LA-MCTS is a new MCTS based derivative-free meta-solver. It learns to partition the search space, so that solvers such as Bayesian optimization or evolutionary algorithms can focus on a smaller region to find better solutions with fewer samples.
Please 🌟star🌟 the repo if you like our work, thank you.
Linnan Wang (First Author), Yuandong Tian (Principal Investigator), Yiyang Zhao, Saining Xie, Teng Li and Rodrigo Fonesca.
This release contains our implementation of LA-MCTS and its application to Neural Architecture Search (LaNAS), but it can also be applied to large-scale hyper-parameter optimization, reinforcement learning, scheduling, optimizing computer systems, and many others.
Evaluation on NASBench-101 : Evaluating LaNAS on NASBench-101 on your laptop without training models.
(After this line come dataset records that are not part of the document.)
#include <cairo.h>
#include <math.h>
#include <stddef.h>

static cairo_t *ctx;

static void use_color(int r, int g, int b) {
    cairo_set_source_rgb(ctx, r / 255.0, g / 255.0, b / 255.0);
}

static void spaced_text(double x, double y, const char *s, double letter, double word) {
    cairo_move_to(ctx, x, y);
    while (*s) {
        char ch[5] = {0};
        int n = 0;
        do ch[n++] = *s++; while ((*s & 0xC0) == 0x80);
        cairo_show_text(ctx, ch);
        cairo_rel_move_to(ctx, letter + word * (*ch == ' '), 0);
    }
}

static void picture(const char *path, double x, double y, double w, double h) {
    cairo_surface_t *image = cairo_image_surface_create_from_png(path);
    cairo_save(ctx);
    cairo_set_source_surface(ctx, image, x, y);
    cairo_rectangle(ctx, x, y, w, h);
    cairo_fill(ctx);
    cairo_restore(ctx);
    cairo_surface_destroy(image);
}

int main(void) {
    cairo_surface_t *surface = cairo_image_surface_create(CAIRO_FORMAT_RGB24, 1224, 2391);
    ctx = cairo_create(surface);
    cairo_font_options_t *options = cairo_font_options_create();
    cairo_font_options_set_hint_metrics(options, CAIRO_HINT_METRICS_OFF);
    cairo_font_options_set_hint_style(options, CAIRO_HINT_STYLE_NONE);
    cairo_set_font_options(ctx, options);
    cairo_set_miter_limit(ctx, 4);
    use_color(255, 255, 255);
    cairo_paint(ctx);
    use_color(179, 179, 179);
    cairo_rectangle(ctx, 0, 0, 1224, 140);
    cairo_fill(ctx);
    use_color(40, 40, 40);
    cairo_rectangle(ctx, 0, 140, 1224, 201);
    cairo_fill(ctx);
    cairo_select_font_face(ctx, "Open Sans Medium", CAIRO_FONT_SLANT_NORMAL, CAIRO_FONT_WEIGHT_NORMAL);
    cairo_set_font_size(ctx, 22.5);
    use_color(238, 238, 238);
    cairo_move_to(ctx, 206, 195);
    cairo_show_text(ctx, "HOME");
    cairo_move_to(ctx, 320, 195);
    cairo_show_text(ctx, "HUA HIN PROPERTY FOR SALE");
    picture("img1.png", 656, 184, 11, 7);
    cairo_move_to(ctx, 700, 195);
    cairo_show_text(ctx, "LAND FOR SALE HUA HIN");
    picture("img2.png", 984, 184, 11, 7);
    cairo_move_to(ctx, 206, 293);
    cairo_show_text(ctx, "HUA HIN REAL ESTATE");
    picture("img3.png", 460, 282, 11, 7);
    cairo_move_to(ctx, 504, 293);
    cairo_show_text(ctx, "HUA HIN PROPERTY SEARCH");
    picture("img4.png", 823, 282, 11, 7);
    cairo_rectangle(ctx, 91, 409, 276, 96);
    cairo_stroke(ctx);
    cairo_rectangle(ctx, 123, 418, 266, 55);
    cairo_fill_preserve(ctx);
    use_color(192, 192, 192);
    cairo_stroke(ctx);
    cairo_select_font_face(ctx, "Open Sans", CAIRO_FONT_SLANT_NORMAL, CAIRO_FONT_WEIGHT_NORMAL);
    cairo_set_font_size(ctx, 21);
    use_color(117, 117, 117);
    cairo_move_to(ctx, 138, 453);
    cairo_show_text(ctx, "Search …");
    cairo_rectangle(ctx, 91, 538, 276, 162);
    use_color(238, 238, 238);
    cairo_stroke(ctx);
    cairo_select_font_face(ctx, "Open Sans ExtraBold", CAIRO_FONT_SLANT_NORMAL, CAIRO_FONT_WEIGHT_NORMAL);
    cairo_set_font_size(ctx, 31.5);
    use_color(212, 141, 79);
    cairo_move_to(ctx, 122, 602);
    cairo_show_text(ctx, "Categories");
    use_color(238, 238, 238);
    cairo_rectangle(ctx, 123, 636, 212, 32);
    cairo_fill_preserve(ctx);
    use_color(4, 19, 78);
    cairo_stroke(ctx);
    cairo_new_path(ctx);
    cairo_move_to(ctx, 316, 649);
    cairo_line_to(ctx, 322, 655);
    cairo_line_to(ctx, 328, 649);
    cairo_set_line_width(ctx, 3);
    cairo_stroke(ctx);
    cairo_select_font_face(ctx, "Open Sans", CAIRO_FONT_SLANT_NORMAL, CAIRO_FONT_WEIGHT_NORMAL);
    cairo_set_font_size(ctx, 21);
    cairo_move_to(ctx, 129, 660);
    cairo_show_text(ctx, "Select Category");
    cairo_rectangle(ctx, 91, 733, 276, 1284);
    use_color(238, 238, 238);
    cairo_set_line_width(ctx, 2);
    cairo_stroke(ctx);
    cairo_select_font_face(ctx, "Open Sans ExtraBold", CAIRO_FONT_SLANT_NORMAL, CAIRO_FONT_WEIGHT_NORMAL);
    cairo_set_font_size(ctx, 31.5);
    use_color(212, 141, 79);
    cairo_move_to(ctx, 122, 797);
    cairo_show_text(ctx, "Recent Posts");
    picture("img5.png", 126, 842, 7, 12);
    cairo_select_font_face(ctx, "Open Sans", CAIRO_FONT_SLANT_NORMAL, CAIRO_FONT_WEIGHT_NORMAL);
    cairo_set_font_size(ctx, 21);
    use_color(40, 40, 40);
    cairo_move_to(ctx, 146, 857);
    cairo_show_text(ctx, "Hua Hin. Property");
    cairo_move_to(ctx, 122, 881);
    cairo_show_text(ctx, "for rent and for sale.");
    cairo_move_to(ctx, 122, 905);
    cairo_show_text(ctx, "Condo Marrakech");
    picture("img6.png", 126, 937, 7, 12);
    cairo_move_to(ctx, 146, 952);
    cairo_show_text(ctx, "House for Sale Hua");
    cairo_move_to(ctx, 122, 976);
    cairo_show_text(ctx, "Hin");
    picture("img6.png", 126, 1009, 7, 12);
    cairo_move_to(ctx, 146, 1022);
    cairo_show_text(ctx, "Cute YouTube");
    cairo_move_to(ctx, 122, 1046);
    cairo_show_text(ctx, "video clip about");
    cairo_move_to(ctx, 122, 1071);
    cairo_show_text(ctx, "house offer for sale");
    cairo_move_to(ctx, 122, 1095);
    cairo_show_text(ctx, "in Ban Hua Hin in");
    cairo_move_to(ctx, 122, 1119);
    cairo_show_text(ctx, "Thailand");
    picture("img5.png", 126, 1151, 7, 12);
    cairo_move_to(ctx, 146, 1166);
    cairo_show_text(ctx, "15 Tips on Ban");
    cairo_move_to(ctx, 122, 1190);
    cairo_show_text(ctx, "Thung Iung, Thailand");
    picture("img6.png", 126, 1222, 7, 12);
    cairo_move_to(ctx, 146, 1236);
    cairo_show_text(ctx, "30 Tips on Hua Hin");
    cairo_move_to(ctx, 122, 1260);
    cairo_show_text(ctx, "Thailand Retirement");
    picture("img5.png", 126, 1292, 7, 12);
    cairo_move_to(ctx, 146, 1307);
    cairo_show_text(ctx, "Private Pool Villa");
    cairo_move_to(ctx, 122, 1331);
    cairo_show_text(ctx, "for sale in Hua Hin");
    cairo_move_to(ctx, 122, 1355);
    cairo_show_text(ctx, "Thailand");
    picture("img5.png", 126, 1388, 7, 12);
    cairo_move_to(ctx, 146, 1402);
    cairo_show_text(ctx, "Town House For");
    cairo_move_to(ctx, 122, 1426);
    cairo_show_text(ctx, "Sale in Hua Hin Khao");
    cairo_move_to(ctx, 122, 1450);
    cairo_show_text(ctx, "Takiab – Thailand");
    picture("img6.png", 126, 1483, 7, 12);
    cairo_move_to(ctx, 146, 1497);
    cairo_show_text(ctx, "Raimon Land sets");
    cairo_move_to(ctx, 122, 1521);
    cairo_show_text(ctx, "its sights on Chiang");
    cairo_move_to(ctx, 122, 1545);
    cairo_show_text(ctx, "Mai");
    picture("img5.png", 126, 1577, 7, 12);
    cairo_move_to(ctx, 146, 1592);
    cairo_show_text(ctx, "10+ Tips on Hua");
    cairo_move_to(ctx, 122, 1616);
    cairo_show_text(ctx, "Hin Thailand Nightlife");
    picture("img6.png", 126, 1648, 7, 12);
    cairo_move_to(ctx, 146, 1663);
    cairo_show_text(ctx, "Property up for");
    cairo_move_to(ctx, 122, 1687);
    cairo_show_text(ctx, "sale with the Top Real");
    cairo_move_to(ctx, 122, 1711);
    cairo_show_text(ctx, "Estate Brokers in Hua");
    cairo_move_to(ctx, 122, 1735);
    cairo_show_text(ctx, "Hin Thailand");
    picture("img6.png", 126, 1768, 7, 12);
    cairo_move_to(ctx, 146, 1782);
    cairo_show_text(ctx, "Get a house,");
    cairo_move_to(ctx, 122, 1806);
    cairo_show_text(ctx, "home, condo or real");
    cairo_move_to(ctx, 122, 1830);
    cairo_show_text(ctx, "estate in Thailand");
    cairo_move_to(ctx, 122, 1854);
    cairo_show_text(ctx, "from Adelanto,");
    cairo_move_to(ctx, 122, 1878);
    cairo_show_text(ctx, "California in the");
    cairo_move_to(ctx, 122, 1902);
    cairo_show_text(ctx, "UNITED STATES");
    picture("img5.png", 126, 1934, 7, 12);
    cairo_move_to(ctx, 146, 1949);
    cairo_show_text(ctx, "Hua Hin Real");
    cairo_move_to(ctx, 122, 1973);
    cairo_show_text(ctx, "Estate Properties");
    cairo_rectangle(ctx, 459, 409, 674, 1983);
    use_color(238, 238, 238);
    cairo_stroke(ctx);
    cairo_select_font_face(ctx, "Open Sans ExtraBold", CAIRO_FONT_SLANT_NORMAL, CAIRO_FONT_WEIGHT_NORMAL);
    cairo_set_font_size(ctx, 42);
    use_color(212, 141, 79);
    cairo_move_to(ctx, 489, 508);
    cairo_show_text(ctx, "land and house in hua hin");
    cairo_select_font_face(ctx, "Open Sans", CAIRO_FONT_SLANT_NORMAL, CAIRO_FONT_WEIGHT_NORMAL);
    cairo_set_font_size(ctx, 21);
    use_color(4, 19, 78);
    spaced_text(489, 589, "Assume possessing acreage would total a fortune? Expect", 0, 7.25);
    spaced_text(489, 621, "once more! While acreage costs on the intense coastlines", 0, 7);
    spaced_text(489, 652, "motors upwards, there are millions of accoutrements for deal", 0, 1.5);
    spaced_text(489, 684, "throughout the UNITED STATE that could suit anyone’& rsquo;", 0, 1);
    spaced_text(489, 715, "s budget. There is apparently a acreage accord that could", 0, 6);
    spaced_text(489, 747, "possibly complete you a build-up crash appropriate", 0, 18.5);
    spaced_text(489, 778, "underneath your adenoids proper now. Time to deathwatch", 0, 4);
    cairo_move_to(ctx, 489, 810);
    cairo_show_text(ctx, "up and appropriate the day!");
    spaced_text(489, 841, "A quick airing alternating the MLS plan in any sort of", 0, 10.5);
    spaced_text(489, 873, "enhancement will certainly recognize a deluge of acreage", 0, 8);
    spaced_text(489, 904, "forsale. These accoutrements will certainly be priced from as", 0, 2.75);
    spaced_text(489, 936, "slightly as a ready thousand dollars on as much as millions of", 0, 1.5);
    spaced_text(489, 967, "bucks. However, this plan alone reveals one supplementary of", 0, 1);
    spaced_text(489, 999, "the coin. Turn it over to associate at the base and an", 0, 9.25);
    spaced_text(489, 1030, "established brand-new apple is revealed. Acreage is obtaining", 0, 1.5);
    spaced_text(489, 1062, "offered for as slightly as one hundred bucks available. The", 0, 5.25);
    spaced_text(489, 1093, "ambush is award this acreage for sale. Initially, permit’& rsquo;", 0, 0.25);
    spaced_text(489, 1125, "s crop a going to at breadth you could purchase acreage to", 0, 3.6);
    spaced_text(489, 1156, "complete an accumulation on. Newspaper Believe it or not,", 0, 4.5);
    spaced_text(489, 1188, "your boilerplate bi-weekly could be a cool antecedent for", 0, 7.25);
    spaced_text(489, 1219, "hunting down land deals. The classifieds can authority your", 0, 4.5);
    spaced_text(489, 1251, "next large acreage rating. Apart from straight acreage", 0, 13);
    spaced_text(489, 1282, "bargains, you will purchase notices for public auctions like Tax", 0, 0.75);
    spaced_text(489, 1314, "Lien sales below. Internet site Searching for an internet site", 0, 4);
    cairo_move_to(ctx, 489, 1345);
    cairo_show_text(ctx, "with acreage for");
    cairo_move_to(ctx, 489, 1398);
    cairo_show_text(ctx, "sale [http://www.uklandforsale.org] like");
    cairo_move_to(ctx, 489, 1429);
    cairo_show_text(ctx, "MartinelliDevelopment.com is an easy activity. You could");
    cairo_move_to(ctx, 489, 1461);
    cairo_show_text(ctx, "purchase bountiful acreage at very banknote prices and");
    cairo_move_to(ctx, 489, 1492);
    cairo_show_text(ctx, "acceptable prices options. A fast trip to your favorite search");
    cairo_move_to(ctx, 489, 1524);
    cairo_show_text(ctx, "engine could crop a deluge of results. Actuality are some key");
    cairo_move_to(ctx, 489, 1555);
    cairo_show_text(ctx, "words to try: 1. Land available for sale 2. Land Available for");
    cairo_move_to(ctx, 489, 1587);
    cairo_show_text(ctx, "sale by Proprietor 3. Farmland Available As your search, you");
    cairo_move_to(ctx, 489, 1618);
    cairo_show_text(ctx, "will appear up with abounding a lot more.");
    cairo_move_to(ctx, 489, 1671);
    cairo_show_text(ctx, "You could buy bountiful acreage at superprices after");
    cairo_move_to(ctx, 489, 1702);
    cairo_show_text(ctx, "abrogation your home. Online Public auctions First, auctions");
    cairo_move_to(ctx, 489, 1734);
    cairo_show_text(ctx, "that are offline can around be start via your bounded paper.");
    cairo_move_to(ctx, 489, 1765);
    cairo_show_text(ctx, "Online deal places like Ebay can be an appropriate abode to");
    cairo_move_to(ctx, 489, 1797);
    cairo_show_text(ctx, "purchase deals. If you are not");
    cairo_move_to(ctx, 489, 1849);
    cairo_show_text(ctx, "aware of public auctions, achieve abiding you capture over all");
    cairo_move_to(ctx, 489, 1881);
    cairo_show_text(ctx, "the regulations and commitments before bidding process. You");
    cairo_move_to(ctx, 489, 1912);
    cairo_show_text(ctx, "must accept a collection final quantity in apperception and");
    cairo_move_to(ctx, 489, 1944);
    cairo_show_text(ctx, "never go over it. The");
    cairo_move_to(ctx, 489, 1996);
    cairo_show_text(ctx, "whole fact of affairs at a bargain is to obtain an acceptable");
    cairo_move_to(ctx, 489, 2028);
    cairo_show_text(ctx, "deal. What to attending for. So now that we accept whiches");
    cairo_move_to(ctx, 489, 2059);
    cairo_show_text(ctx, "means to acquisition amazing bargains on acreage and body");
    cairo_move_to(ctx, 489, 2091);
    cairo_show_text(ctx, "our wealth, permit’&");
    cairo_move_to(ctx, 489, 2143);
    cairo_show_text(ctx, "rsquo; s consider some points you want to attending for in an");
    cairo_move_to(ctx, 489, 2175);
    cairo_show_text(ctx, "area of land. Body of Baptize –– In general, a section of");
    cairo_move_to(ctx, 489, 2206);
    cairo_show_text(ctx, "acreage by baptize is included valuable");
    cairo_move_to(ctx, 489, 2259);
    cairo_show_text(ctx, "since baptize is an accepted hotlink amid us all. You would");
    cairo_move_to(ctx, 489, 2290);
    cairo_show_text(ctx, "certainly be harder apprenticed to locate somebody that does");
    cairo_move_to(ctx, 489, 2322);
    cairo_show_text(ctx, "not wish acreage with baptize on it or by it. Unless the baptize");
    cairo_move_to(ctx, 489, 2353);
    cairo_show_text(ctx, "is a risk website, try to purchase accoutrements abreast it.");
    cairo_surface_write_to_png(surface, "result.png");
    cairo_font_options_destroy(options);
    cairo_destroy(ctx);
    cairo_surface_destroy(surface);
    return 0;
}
Our Searched Models, LaNet: SoTA results: • 99.03% on CIFAR-10 • 77.7% @ 240MFLOPS on ImageNet.
One/Few-shot LaNAS: Using a supernet to evaluate the model, obtaining results within a few GPU days.
Distributed LaNAS: Distributed framework for LaNAS, usable with hundreds of GPUs.
Training heuristics used: We list all tricks used in ImageNet training to reach SoTA.
Performance with baselines: 1 minute evaluations of LA-MCTS v.s. Bayesian Optimization and Evolutionary Search. In the NeurIPS-2020 black box optimization challenge, the concept of LA-MCTS is used by 3rd (JetBrains) and 8th (KAIST) place teams. Check out the leaderboard here.
Mujoco Experiments: LA-MCTS on Mujoco environment.
Inspired by AlphaGo, we build the very first NAS search algorithm based on Monte Carlo Tree Search (MCTS) in 2017, namely AlphaX. The action space is fixed (layer-by-layer construction) and MCTS is used to steer towards promising search regions. We showed the Convolutional Neural Network designed by AlphaX improve the downstream applications such as detection, style transfer, image captioning, and many others.
Neural Architecture Search using Deep Neural Networks and Monte Carlo Tree Search AAAI-2020, [code] Linnan Wang (Brown), Yiyang Zhao(WPI), Yuu Jinnai(Brown), Yuandong Tian(FAIR), Rodrigo Fonseca(Brown)
On AlphaX, we find that different action space used in MCTS significantly affects the search efficiency, which motivates the idea of learning action space for MCTS on the fly during training. This leads to LaNAS. LaNAS uses a linear classifier at each decision node of MCTS to learn good versus bad actions, and evaluates each leaf node, which now represents a subregion of the search space rather than a single architecture, by a uniform random sampling one architecture and evalute. The first version of LaNAS implemented a distributed system to perform NAS by training every such samples from scratch using 500 GPUs. The second version of LaNAS, called one-shot LaNAS, uses a single one-shot subnetwork to evaluate the quality of samples, trading evaluation efficiency with accuracy. One-shot LaNAS finds a reasonable solution in a few GPU days.
Sample-Efficient Neural Architecture Search by Learning Action Space for Monte Carlo Tree Search TPAMI 2021 Linnan Wang (Brown), Saining Xie (FAIR), Teng Li(FAIR), Rodrigo Fonesca (Brown), Yuandong Tian (FAIR)
Since LaNAS works very well on NAS datasets, e.g. NASBench-101, and the core of the algorithm can be easily generalized to other problems, we extend it to be a generic solver for black-box function optimization. LA-MCTS further improves by using a nonlinear classifier at each decision node in MCTS and use a surrogate (e.g., a function approximator) to evaluate each sample in the leaf node. The surrogate can come from any existing Black-box optimizer (e.g., Bayesian Optimization). The details of LA-MCTS can be found in the following paper.
Learning Search Space Partition for Black-box Optimization using Monte Carlo Tree Search NeurIPS 2020 Linnan Wang (Brown University), Rodrigo Fonesca (Brown University), Yuandong Tian (Facebook AI Research)
To overcome issues of one-shot NAS, we propose few-shot NAS that uses multiple supernets, each covering different regions of the search space specified by the intermediate of the search tree. Extensive experiments show that few-shot NAS significantly improves upon one-shot methods. See the paper below for details.
Few-shot Neural Architecture Search [code] Yiyang Zhao (WPI), Linnan Wang (Brown), Yuandong Tian (FAIR), Rodrigo Fonseca (Brown), Tian Guo (WPI)
LA-MCTS is under CC-BY-NC 4.0 license.